Руки старикана казались молотами.
Не изуродованными - нет, у него все пальцы были на месте - но они были сплошь в рубцах и странных растяжках кожи, по костяшкам и бокам пальцев, так что за этой толстой броней костяшек, собственно, почти не различить. Может, костяшек уже не было? Все, что выделялось на кулаках - более темные полосы кожи между первыми и вторыми пальцами.
Эти руки были созданы, чтобы бить.
- Уродство, ха? Вот что бывает с ребятами вроде меня. В старости. - Он раскрыл кулаки, чтобы я видел шрамы и мозоли на ладонях. Казалось, пальцы плохо ему служат, такие они были корявые, вздувшиеся в суставах. - Малость поздновато брать в руки гитару.
Мне казалось, что нужно что-то сказать. Пусть нельзя говорить с незнакомцами, но я не хотел быть грубияном. Но выдавил я лишь: - У вас сплошные шрамы.
- Ага. У тебя тоже.
У меня не было шрамов, вот таких, разве что отметки после игры с мячом. Он шутил, что ли? - Насмехаться над детьми - это же в жопу дрын.
Я не знал точно, что такое "в жопу дрын", но старшие ребята говорили так, когда кто-то обижал других без причины.
- Я не дразнюсь, малыш. Есть шрамы - и шрамы. - Он говорил так серьезно и грустно, что я поднял голову; и его глаза сверкали слишком ярко, как будто увлажненные. Он пожал плечами и кашлянул, и посмотрел вниз. - Эти, на руках, просто... эй, погляди лучше сюда.
Он изогнулся, оттягивая воротник туники с шеи, и на плече был настоящий шрам, извитой, будто след молнии, волнистый, но чудесно гладкий и белый как плевок.
- Вау. - Я не мог оторвать глаз. - Как вы его получили?
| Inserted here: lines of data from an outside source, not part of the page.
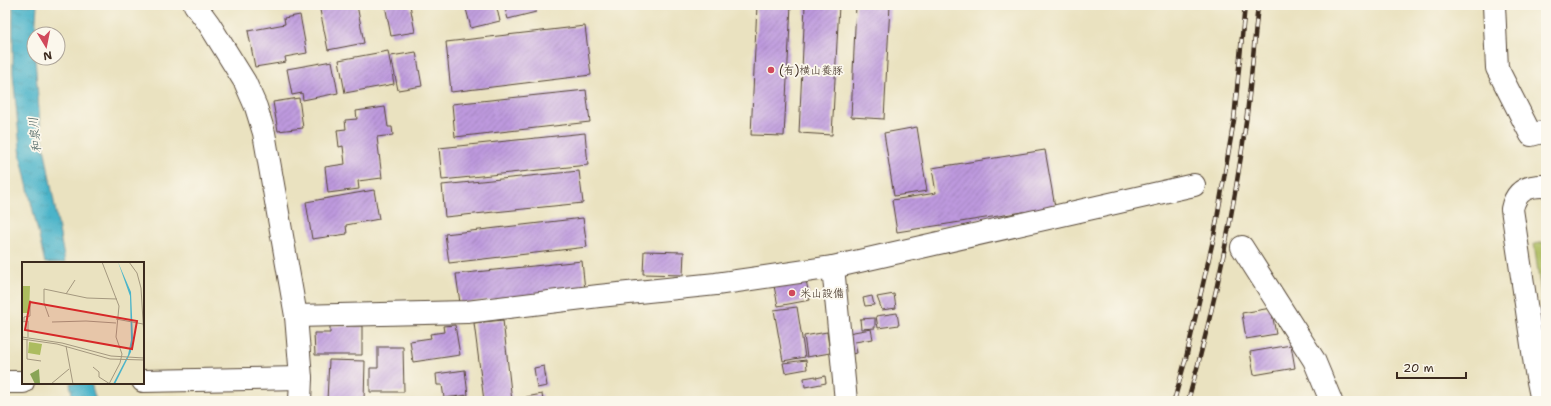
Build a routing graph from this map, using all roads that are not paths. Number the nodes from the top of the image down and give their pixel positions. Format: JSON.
{"nodes":[{"id":1,"x":195,"y":5,"type":"edge"},
{"id":2,"x":1494,"y":5,"type":"edge"},
{"id":3,"x":1546,"y":130,"type":"edge"},
{"id":4,"x":1194,"y":185,"type":"dead end"},
{"id":5,"x":1546,"y":186,"type":"edge"},
{"id":6,"x":1242,"y":248,"type":"dead end"},
{"id":7,"x":833,"y":267,"type":"junction"},
{"id":8,"x":296,"y":316,"type":"junction"},
{"id":9,"x":287,"y":378,"type":"junction"},
{"id":10,"x":144,"y":381,"type":"edge"},
{"id":11,"x":5,"y":382,"type":"edge"},
{"id":12,"x":22,"y":382,"type":"edge"},
{"id":13,"x":300,"y":401,"type":"edge"},
{"id":14,"x":846,"y":401,"type":"edge"},
{"id":15,"x":1331,"y":401,"type":"edge"},
{"id":16,"x":1542,"y":401,"type":"edge"}],
"edges":[{"from":1,"to":8,"type":"street"},
{"from":2,"to":3,"type":"street"},
{"from":4,"to":7,"type":"street"},
{"from":5,"to":16,"type":"street"},
{"from":6,"to":15,"type":"street"},
{"from":7,"to":8,"type":"street"},
{"from":7,"to":14,"type":"street"},
{"from":8,"to":9,"type":"street"},
{"from":9,"to":10,"type":"street"},
{"from":9,"to":13,"type":"street"},
{"from":11,"to":12,"type":"street"}]}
- Один парень ударил топором.
- Взаправду? - Я не мог и вообразить. - Это же так круто!
- Не в тот миг.
- Он же мог отрубить вам руку!
- Только целился он в шею. Да ладно. Но смотри... - Он вытянул руку и сделал круг, показывая, что мышцы работают. - Это один вид шрамов. Они просто напоминают тебе о прошлом. Кажется, он и ключицу мне сломал. Теперь она толще, чем вторая. Много есть таких шрамов. Исцеляются, и ты крепче прежнего.
- Круто.
- Но если бы он, как ты сказал, отсек мне руку... - Он покачал головой. - Это иной вид шрамов. Ты можешь выжить и научиться обходиться без руки; но остаток жизни ты будешь сломан. Немного - или сильно.
Я уловил идею, но не понял, при чем тут я. Так и сказав.
- Не все шрамы остаются на теле, малыш. Но они оставляют тебя сломанным. Моя мама... умерла, когда мне было лет, вот как тебе. Такое дерьмо не перешагнешь. Просто... слушай, малыш. Не упусти шанса поцеловать ее на прощание. Никогда не поймешь, который раз будет последним.